AIM OF THE TASK:
Repeat exactly the lines below that lie between the line with "thumb mcp: (545, 308)" and the line with "pinky pip: (509, 226)", counting both of those lines as part of the answer.

START MATERIAL FOR THIS EXERCISE

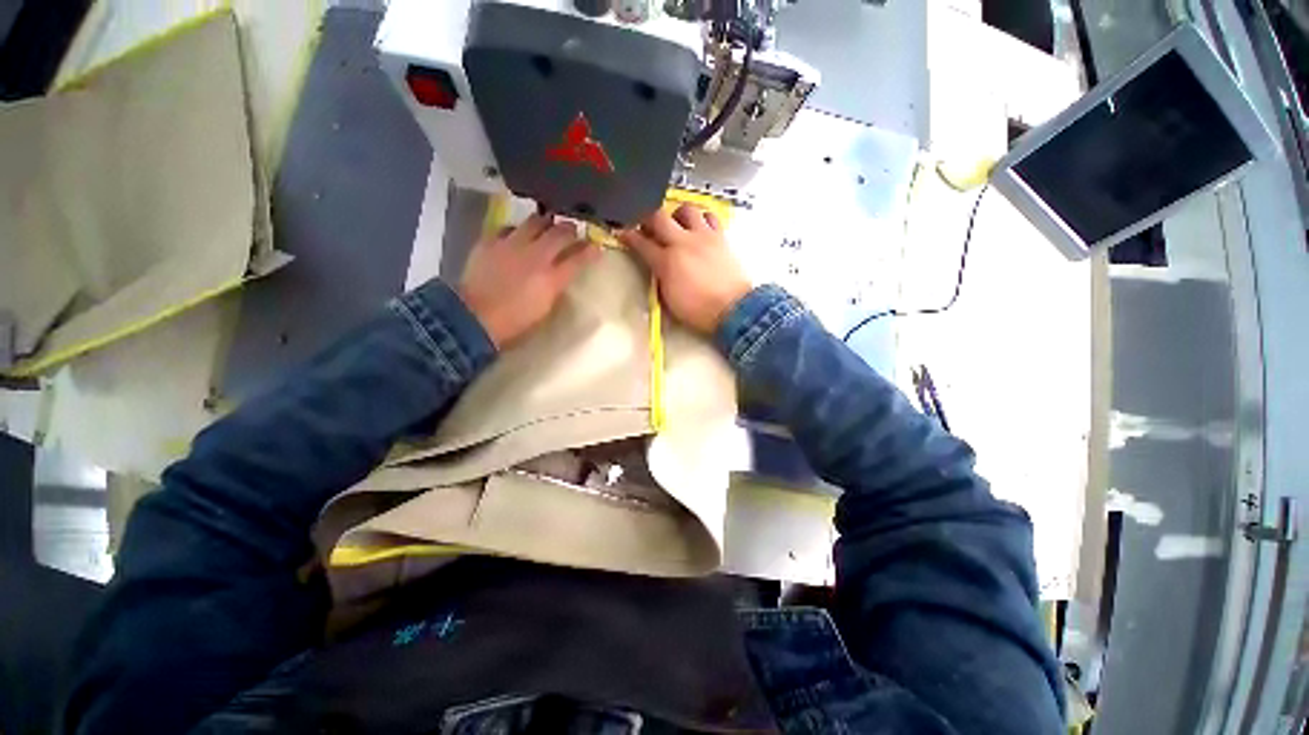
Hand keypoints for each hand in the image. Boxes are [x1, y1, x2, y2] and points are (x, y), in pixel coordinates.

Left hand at [459, 214, 597, 348]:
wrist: (475, 317)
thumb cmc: (515, 321)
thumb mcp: (545, 308)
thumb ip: (556, 286)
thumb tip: (562, 273)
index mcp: (552, 278)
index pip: (579, 258)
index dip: (591, 251)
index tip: (596, 247)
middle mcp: (536, 256)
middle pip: (561, 232)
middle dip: (571, 230)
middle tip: (572, 232)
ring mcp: (512, 245)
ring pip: (536, 220)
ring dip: (546, 223)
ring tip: (547, 227)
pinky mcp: (491, 241)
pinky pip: (509, 226)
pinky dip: (518, 229)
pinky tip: (517, 236)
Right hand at [619, 204, 752, 333]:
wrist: (733, 309)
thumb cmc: (699, 311)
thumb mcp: (669, 300)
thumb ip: (659, 277)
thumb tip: (656, 266)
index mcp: (667, 262)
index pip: (641, 243)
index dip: (628, 236)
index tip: (622, 232)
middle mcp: (683, 242)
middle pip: (658, 217)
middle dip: (647, 219)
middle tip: (647, 226)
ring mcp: (703, 236)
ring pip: (686, 208)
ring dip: (676, 214)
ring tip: (676, 224)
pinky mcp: (721, 236)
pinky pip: (710, 216)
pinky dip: (702, 218)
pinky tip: (699, 228)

END MATERIAL FOR THIS EXERCISE

SOLUTION FOR THIS EXERCISE:
thumb mcp: (545, 308)
thumb ip: (556, 286)
thumb tip: (562, 273)
index mcp: (552, 278)
index pip: (579, 258)
index dip: (591, 251)
index tip: (596, 247)
middle mcp: (536, 256)
middle pip: (561, 232)
middle dip: (571, 230)
middle tip: (572, 232)
ring mcp: (512, 245)
ring pip: (536, 220)
ring dip: (546, 223)
ring tip: (547, 227)
pinky mcp: (491, 241)
pinky pip: (509, 226)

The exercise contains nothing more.